In Barack Obama is the cardinal fulfilment of Martin Luther King’s dream; therefore, for every King’s “I have a dream today”, Obama responded with the possibility of hope and the reality of American perfection: “Yes, we can.” Given the monumentality of her power, her inherent greatness and her representation as the pinnacle of human achievement in all ramifications, if Americans “can”, indeed, the world can. And this is where Nigeria, indeed, Africa, comes into the equation - beyond the enthusiasm and joy expressed in Kenya at the election of a son of the nation’s late son.From the desert of southern Sudan to the savannah of Nigeria, from the dry lands of Cote d’Ivoire to the valleys of South Africa, Obama represents a salvation for the black man, if only at the symbolic level. But at the practical level, Africans have to cure themselves soon of the “Obama effect” and rather than affirm like Obama, ask themselves, “Can we?”

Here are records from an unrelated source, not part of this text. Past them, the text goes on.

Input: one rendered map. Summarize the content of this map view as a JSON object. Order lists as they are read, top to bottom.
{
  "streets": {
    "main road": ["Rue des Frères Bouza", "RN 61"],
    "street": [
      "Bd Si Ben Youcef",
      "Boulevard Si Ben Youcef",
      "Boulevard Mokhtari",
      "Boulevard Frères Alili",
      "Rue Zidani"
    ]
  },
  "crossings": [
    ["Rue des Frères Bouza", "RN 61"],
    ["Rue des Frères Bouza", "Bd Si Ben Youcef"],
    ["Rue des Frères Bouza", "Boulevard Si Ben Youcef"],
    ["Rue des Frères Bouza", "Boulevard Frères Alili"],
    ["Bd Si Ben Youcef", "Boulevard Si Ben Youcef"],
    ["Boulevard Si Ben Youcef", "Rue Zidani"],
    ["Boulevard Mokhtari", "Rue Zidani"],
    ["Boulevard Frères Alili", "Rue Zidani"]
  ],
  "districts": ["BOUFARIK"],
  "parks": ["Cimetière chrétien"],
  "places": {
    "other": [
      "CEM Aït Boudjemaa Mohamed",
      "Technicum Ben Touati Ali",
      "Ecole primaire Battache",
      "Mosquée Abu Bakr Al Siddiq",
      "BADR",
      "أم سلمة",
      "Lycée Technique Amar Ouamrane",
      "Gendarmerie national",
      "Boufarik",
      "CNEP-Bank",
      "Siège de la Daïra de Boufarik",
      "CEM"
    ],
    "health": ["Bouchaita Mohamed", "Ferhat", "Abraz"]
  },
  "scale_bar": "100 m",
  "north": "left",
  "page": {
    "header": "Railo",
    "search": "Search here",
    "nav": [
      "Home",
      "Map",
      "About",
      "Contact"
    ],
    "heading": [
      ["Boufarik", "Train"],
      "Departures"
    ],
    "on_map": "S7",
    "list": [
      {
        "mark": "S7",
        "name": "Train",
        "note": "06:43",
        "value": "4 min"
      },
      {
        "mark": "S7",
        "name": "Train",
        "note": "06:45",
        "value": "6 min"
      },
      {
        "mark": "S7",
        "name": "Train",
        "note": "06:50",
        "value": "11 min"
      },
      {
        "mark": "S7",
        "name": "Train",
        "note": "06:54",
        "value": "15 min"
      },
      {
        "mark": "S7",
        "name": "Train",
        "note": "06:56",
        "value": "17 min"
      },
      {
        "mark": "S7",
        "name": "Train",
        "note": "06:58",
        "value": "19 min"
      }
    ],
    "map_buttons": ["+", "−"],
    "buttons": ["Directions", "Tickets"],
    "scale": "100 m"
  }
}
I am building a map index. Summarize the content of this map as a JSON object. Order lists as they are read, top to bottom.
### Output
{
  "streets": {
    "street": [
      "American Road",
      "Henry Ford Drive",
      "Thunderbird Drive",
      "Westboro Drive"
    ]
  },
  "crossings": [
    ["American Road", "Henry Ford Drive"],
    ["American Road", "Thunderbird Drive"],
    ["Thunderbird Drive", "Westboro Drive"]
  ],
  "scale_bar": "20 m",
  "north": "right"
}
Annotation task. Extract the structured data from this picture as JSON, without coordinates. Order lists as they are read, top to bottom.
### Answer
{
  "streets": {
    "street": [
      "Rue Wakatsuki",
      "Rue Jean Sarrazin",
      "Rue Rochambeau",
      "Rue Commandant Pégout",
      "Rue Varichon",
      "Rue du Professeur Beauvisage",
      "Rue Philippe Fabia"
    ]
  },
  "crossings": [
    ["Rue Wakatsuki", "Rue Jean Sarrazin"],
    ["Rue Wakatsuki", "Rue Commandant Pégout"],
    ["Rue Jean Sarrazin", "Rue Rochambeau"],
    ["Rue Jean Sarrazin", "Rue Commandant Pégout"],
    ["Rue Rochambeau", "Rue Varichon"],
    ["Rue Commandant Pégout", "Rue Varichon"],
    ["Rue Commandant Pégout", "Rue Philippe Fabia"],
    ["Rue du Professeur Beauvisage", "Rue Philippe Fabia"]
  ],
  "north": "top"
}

As Nigeria and several other African countries grapple with existential questions in a global age, Obama needs to move from a symbolic possibility to a searching question. No need to be mealy-mouthed about this, as things stand today, a person of Obama’s unusual abilities and stupendous intellectual assets would never have emerged in Kenya or in Nigeria as president. Put aside his “minority” status as a Luo in the Kenyan political equation and just consider the integrity of his intellectual power and mental assets. Such assets are the most disqualifying criteria in the African context. As some cerebral minds have asked: what would throw up an Igbo (wo)man of similar assets as Obama as president of Nigeria? Even the very identification with such a person by his ethnic constituents, as African Americans identified with Obama, would have been a liability for other identities in Nigeria.
But beyond the recriminations of our inherent and contrived disabilities, what Obama’s election means for Black Africa, Nigeria in particular, is that, even in the face of the greatest odds, when every negative political reality has been entered into the equation, and beyond dispiriting idiocies of our ruling elite and the criminal proclivities of our reigning leadership, some day in this clime too can emerge a new spirit that would be embodied in some man or woman; that is, the spirit that verifies the fundamentality of human liberty and justice above every other claim. We can also dream such dreams in these parts, can’t we? Yes, we can! The possibility of a new dawn and the potential triumph of liberty over the obfuscating illogic of ever present realities connect us with the humanity that just triumphed in America. Beyond the Statue of Liberty, Obama’s victory, which he called “ours”, represents the stature of Liberty. Here him: “While we breathe, we hope, and where we are met with cynicism and doubt, and those who tell us that we can’t, we will respond with that timeless creed that sums up the spirit of a people: yes, we can.”